[ACTION ITEM] Report each line of the data that has "edges" somewhere in it.

==== DATASET

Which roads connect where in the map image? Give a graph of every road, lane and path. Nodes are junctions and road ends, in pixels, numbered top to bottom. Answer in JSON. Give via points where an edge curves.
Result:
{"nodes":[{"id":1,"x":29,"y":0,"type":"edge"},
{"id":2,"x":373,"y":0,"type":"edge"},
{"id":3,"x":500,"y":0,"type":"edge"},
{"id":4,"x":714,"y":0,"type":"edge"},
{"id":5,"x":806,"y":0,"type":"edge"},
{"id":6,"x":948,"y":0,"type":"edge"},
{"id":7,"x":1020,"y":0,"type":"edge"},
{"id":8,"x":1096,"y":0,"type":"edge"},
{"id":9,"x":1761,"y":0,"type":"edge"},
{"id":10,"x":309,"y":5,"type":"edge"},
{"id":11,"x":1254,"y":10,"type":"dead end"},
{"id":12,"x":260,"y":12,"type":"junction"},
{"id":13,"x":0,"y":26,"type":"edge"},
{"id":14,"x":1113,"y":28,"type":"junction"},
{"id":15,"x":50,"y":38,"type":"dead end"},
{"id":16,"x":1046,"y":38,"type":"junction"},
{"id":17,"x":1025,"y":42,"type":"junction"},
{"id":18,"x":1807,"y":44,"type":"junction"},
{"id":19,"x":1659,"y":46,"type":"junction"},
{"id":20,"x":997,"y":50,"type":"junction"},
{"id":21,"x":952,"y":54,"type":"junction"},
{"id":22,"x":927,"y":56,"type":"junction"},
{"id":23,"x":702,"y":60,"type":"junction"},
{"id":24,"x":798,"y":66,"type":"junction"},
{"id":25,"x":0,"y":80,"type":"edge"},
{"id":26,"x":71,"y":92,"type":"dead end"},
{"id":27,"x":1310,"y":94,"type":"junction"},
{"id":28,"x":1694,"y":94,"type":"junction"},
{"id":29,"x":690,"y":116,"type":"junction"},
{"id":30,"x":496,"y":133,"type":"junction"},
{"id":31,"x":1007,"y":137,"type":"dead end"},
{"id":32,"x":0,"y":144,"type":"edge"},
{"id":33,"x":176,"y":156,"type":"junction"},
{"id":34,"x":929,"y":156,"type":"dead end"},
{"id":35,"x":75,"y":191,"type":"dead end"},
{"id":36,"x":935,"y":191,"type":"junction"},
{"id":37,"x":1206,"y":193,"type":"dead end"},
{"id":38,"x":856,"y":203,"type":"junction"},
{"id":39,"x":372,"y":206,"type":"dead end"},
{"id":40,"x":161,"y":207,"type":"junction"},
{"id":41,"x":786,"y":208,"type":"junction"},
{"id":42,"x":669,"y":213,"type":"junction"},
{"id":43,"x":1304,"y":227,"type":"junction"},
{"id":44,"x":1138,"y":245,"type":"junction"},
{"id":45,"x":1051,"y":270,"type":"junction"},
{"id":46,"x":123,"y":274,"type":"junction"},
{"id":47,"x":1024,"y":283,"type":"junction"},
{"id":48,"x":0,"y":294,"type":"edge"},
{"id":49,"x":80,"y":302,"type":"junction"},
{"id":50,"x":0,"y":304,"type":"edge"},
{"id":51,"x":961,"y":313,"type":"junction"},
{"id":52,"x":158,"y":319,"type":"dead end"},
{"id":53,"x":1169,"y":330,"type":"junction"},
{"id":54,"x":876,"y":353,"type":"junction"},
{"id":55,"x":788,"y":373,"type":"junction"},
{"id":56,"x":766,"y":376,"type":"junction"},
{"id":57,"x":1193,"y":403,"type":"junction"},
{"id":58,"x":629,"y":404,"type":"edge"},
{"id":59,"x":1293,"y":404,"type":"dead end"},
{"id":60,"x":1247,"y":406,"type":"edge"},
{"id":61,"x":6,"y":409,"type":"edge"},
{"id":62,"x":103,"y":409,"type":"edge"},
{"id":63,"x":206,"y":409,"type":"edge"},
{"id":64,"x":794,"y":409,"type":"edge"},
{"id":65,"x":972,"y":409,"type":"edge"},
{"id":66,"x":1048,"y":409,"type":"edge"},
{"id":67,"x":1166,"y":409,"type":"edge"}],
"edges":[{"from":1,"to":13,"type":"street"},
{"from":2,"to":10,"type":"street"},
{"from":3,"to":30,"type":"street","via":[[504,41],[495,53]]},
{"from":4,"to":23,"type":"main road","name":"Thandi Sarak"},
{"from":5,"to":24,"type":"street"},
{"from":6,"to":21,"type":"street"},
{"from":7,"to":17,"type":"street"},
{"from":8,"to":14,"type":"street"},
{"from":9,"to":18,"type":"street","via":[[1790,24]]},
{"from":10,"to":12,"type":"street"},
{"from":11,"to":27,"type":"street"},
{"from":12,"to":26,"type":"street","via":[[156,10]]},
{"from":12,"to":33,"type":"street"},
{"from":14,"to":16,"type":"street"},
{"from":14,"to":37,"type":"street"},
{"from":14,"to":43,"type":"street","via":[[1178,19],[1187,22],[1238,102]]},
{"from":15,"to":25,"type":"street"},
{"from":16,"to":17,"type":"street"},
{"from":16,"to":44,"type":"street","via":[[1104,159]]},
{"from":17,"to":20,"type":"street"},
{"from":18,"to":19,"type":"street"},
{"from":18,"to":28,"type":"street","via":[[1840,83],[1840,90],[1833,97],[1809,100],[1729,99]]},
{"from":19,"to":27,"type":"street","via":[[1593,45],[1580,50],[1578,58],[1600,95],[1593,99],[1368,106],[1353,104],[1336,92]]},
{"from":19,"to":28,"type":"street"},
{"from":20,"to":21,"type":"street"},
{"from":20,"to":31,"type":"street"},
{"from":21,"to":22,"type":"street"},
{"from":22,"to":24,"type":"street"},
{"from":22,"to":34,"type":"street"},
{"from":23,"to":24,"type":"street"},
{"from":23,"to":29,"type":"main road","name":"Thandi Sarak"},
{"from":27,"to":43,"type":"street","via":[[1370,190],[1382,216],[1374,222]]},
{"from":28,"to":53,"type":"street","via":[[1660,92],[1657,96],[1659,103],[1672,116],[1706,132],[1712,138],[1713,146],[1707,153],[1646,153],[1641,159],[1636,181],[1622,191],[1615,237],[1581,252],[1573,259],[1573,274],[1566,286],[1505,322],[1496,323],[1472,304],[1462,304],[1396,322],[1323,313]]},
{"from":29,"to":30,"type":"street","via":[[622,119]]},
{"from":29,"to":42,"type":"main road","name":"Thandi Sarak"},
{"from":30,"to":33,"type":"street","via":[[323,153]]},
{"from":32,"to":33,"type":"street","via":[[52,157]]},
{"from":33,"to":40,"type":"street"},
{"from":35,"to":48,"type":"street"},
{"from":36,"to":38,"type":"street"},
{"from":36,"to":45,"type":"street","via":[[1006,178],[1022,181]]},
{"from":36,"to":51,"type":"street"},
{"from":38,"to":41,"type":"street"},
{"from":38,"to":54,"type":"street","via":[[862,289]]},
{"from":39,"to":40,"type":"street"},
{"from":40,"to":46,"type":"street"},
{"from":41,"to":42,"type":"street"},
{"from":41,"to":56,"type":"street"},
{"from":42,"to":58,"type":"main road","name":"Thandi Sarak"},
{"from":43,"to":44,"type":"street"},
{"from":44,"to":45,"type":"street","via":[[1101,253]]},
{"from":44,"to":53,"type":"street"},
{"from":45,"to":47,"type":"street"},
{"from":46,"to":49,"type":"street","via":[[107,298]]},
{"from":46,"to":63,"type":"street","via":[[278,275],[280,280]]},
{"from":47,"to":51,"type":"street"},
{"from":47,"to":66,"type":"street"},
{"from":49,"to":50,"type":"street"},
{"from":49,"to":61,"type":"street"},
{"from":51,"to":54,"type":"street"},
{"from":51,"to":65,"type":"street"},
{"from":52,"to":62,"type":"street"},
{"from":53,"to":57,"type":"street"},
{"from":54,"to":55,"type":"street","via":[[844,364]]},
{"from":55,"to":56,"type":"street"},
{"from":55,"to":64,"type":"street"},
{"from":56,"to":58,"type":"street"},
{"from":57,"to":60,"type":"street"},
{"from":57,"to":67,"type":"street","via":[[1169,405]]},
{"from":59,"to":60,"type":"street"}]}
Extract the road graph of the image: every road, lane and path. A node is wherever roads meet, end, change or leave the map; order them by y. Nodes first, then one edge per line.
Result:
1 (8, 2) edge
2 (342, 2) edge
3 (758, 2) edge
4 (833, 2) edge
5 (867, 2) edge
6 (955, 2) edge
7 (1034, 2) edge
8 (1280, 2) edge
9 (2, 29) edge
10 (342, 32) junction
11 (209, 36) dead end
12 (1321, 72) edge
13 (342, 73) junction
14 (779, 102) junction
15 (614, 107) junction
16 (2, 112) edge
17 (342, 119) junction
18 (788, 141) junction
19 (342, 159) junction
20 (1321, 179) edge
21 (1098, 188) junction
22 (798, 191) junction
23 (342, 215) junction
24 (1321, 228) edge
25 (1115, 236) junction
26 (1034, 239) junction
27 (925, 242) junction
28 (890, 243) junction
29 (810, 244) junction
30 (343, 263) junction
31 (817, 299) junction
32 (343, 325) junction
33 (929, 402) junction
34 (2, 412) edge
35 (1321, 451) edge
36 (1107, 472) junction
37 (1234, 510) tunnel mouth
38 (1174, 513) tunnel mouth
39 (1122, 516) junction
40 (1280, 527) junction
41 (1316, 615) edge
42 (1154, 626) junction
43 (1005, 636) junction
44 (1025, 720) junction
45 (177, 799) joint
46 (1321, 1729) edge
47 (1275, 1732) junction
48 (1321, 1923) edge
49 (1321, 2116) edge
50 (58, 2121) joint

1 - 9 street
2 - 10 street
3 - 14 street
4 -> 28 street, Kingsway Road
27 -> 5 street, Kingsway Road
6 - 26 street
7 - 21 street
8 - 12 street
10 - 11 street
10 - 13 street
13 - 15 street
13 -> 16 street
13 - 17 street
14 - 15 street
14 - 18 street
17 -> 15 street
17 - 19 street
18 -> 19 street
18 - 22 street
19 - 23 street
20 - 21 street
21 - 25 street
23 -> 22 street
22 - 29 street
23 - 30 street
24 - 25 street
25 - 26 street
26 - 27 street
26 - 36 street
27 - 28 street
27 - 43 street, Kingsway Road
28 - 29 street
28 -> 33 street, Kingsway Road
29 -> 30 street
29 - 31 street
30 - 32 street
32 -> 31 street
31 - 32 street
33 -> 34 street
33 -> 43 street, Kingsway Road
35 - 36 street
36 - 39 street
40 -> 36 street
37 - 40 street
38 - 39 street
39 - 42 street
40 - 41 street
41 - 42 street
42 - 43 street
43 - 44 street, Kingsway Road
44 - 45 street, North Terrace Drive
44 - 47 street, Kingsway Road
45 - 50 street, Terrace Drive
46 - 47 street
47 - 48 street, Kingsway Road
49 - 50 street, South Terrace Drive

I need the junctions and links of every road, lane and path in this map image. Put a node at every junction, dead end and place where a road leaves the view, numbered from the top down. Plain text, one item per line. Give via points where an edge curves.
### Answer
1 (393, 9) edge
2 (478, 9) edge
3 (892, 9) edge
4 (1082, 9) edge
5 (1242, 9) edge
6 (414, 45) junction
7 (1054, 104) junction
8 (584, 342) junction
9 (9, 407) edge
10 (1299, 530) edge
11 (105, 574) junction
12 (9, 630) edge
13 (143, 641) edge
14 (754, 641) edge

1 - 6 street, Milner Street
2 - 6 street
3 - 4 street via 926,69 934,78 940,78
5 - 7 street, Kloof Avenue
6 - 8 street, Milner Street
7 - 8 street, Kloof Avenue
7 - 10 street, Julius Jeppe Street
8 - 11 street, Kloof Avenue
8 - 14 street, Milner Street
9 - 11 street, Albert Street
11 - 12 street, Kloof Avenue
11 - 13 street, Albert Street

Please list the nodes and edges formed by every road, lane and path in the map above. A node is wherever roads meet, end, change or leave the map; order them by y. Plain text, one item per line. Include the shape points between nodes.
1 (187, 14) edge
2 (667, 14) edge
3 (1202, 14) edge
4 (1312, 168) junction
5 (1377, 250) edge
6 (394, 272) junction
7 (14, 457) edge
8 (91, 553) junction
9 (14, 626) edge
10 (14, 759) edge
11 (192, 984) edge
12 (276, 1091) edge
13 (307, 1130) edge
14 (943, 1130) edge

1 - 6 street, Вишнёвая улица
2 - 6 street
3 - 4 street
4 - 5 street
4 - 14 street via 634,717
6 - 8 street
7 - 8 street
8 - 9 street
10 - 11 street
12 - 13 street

========

[ANSWER SPACE]
"edges":[{"from":1,"to":13,"type":"street"},
Please list the nodes and edges formed by every road, lane and path in the map above. A node is wherever roads meet, end, change or leave the map; order them by y. Plain text, one item per line. Include the shape points between nodes.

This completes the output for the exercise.